Other aspects of the plan make it easier for families to stay together by offering relief to people who would otherwise be eligible for family visas but for bureaucratic backlogs, Human Rights Watch noted.
The plan also replaces a program known as “Secure Communities”, which the White House recognized undermines the community’s trust in law enforcement.
But Human Rights Watch said other abusive practices against immigrants are “unaddressed and possibly worsened under the plan,” stating that Obama declined to provide protection against deportation to immediate relatives, including parents, of young people with deferred deportation status.
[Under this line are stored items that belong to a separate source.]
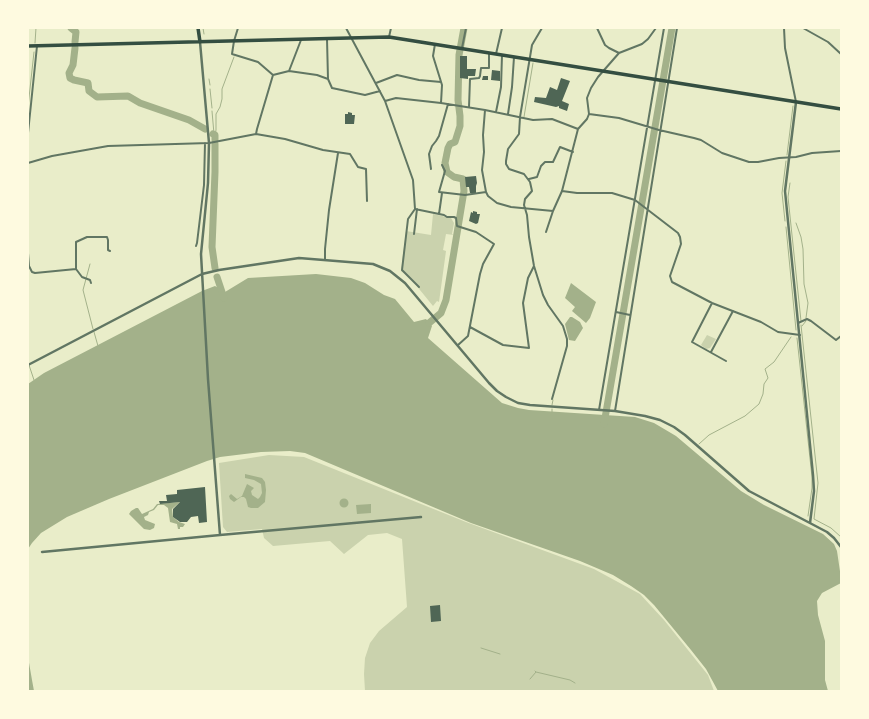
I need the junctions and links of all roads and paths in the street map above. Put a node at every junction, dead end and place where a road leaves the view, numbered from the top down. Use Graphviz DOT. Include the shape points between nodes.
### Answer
graph roads {
  1 [pos="198,28"];
  2 [pos="238,28"];
  3 [pos="346,28"];
  4 [pos="391,28"];
  5 [pos="466,28"];
  6 [pos="502,28"];
  7 [pos="542,28"];
  8 [pos="598,28"];
  9 [pos="656,28"];
  10 [pos="664,28"];
  11 [pos="677,28"];
  12 [pos="784,28"];
  13 [pos="803,28"];
  14 [pos="351,37"];
  15 [pos="389,37"];
  16 [pos="327,38"];
  17 [pos="301,40"];
  18 [pos="234,41"];
  19 [pos="200,42"];
  20 [pos="435,44"];
  21 [pos="28,46"];
  22 [pos="37,46"];
  23 [pos="460,48"];
  24 [pos="489,53"];
  25 [pos="619,53"];
  26 [pos="496,54"];
  27 [pos="841,54"];
  28 [pos="502,55"];
  29 [pos="514,57"];
  30 [pos="530,59"];
  31 [pos="289,71"];
  32 [pos="603,71"];
  33 [pos="273,75"];
  34 [pos="656,79"];
  35 [pos="328,80"];
  36 [pos="667,81"];
  37 [pos="441,82"];
  38 [pos="376,83"];
  39 [pos="380,91"];
  40 [pos="385,101"];
  41 [pos="796,102"];
  42 [pos="441,103"];
  43 [pos="448,104"];
  44 [pos="469,107"];
  45 [pos="841,108"];
  46 [pos="485,110"];
  47 [pos="496,112"];
  48 [pos="508,114"];
  49 [pos="589,114"];
  50 [pos="520,117"];
  51 [pos="648,127"];
  52 [pos="578,129"];
  53 [pos="659,130"];
  54 [pos="28,133"];
  55 [pos="256,134"];
  56 [pos="205,143"];
  57 [pos="211,143"];
  58 [pos="841,151"];
  59 [pos="573,152"];
  60 [pos="338,153"];
  61 [pos="789,158"];
  62 [pos="28,163"];
  63 [pos="442,165"];
  64 [pos="431,169"];
  65 [pos="529,179"];
  66 [pos="562,191"];
  67 [pos="486,192"];
  68 [pos="442,194"];
  69 [pos="636,200"];
  70 [pos="367,201"];
  71 [pos="525,208"];
  72 [pos="647,208"];
  73 [pos="416,209"];
  74 [pos="553,211"];
  75 [pos="439,214"];
  76 [pos="546,232"];
  77 [pos="414,234"];
  78 [pos="196,246"];
  79 [pos="110,251"];
  80 [pos="28,253"];
  81 [pos="325,259"];
  82 [pos="534,266"];
  83 [pos="76,269"];
  84 [pos="202,274"];
  85 [pos="91,283"];
  86 [pos="419,287"];
  87 [pos="712,303"];
  88 [pos="733,311"];
  89 [pos="617,312"];
  90 [pos="629,314"];
  91 [pos="798,323"];
  92 [pos="470,327"];
  93 [pos="800,334"];
  94 [pos="841,336"];
  95 [pos="458,345"];
  96 [pos="711,352"];
  97 [pos="726,361"];
  98 [pos="30,364"];
  99 [pos="552,399"];
  100 [pos="600,410"];
  101 [pos="614,411"];
  102 [pos="421,517"];
  103 [pos="810,523"];
  104 [pos="220,535"];
  105 [pos="841,548"];
  106 [pos="42,552"];
  1 -- 19 [label="main road"];
  2 -- 18 [label="street"];
  3 -- 14 [label="street"];
  4 -- 15 [label="street"];
  5 -- 23 [label="street"];
  6 -- 26 [label="street"];
  7 -- 30 [label="street" via="532,45"];
  8 -- 25 [label="street" via="605,45"];
  9 -- 25 [label="street" via="642,44"];
  10 -- 34 [label="street"];
  11 -- 36 [label="street"];
  12 -- 41 [label="street" via="786,55"];
  13 -- 27 [label="street" via="828,42"];
  14 -- 15 [label="main road"];
  14 -- 16 [label="main road"];
  14 -- 38 [label="street"];
  15 -- 20 [label="main road"];
  16 -- 17 [label="main road"];
  16 -- 35 [label="street"];
  17 -- 18 [label="main road"];
  17 -- 31 [label="street"];
  18 -- 19 [label="main road"];
  18 -- 33 [label="street" via="232,54 258,62"];
  19 -- 22 [label="main road"];
  19 -- 57 [label="street"];
  20 -- 23 [label="main road"];
  20 -- 37 [label="street" via="435,66"];
  21 -- 22 [label="main road"];
  22 -- 54 [label="street"];
  23 -- 24 [label="main road"];
  24 -- 26 [label="main road"];
  24 -- 44 [label="street" via="489,68 481,68 479,78 470,78"];
  25 -- 32 [label="street"];
  26 -- 28 [label="main road"];
  28 -- 29 [label="main road"];
  28 -- 47 [label="street" via="501,86"];
  29 -- 30 [label="main road"];
  29 -- 48 [label="street"];
  30 -- 32 [label="main road"];
  30 -- 50 [label="street"];
  31 -- 33 [label="street"];
  31 -- 35 [label="street" via="317,75"];
  32 -- 34 [label="main road"];
  32 -- 49 [label="street" via="587,98"];
  33 -- 55 [label="street"];
  34 -- 36 [label="main road"];
  34 -- 51 [label="street"];
  35 -- 39 [label="street" via="332,88 368,95"];
  36 -- 41 [label="main road"];
  36 -- 53 [label="street"];
  37 -- 38 [label="street" via="398,75"];
  37 -- 42 [label="street"];
  38 -- 39 [label="street"];
  39 -- 40 [label="street"];
  40 -- 42 [label="street" via="396,98"];
  40 -- 73 [label="street" via="413,180"];
  41 -- 45 [label="main road"];
  41 -- 61 [label="street"];
  42 -- 43 [label="street"];
  43 -- 44 [label="street"];
  43 -- 64 [label="street" via="439,136 429,154"];
  44 -- 46 [label="street"];
  46 -- 47 [label="street"];
  46 -- 67 [label="street" via="482,170"];
  47 -- 48 [label="street"];
  48 -- 50 [label="street"];
  49 -- 51 [label="street" via="619,118"];
  49 -- 52 [label="street"];
  50 -- 52 [label="street" via="533,120 552,119"];
  50 -- 65 [label="street" via="519,134 508,149 506,164"];
  51 -- 53 [label="street"];
  51 -- 69 [label="street"];
  52 -- 59 [label="street"];
  53 -- 61 [label="street" via="701,140 722,153 742,160 758,162"];
  53 -- 72 [label="street"];
  55 -- 57 [label="street"];
  55 -- 60 [label="street"];
  56 -- 57 [label="street"];
  56 -- 62 [label="street" via="108,146"];
  56 -- 78 [label="street" via="204,185"];
  57 -- 84 [label="street" via="200,254"];
  58 -- 61 [label="street"];
  59 -- 65 [label="street" via="560,147 553,162 545,162 537,177"];
  59 -- 66 [label="street"];
  60 -- 70 [label="street" via="350,154 358,167 366,169"];
  60 -- 81 [label="street"];
  61 -- 91 [label="street" via="785,191"];
  63 -- 68 [label="street" via="445,171 438,192"];
  65 -- 71 [label="street" via="532,189 525,199"];
  66 -- 69 [label="street" via="612,192"];
  66 -- 74 [label="street"];
  67 -- 68 [label="street"];
  67 -- 71 [label="street" via="492,200 501,204"];
  68 -- 75 [label="street"];
  69 -- 72 [label="street"];
  69 -- 89 [label="street"];
  71 -- 74 [label="street"];
  71 -- 82 [label="street"];
  72 -- 87 [label="street" via="678,233 680,238 681,244 670,276 672,282"];
  72 -- 90 [label="street"];
  73 -- 75 [label="street"];
  73 -- 77 [label="street"];
  73 -- 86 [label="street" via="408,219 402,270"];
  74 -- 76 [label="street"];
  75 -- 92 [label="street" via="456,218 458,227 476,232 494,244 480,274"];
  79 -- 83 [label="street" via="106,237 87,237 76,242"];
  80 -- 83 [label="street" via="29,266 35,273"];
  81 -- 84 [label="street" via="299,258"];
  81 -- 95 [label="street" via="367,263 390,271 405,283"];
  82 -- 92 [label="street" via="528,278 524,303 529,348 503,345"];
  82 -- 99 [label="street" via="543,295 563,326 567,339"];
  83 -- 85 [label="street"];
  84 -- 98 [label="street"];
  84 -- 104 [label="street"];
  87 -- 88 [label="street"];
  87 -- 96 [label="street" via="692,342"];
  88 -- 93 [label="street" via="778,332"];
  88 -- 96 [label="street"];
  89 -- 90 [label="street"];
  89 -- 100 [label="street"];
  90 -- 101 [label="street"];
  91 -- 93 [label="street"];
  91 -- 94 [label="street" via="806,319 836,340"];
  92 -- 95 [label="street" via="468,336"];
  93 -- 103 [label="street" via="814,491"];
  95 -- 100 [label="street" via="497,391 518,403"];
  96 -- 97 [label="street"];
  100 -- 101 [label="street"];
  101 -- 103 [label="street" via="645,416 674,427 749,491"];
  102 -- 104 [label="street"];
  103 -- 105 [label="street" via="834,538"];
  104 -- 106 [label="street"];
}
In 2012, Human Rights Watch said the Obama administration had announced that it would defer deportation for certain migrants brought to the United States as children.
The group said that over half a million people have already qualified for temporary relief under this program.
Human Rights Watch said the president’s plan also fails to mandate that Border Patrol or other immigration enforcement officers always consider the need to keep families intact.
Human Rights Watch said it recently documented how significant numbers of parents of U.S. citizen children — 100,000 in the years 2011 and 2012 — are “apprehended, summarily deported and criminalized at the border.
“Though many of these parents might have qualified for deferred deportation were they still in the U.S., Obama’s plan does not provide relief to them if they are caught trying to re-enter the country to rejoin their families,” it said.
Ginatta said the “mass deportation policies of recent years have left hundreds of thousands of families in limbo with one or more members forcibly separated.
“Instructing the Border Patrol to roll back accelerated deportations at the border for people with deep ties in the United States would go a long way toward bringing some of these families together again,” he said.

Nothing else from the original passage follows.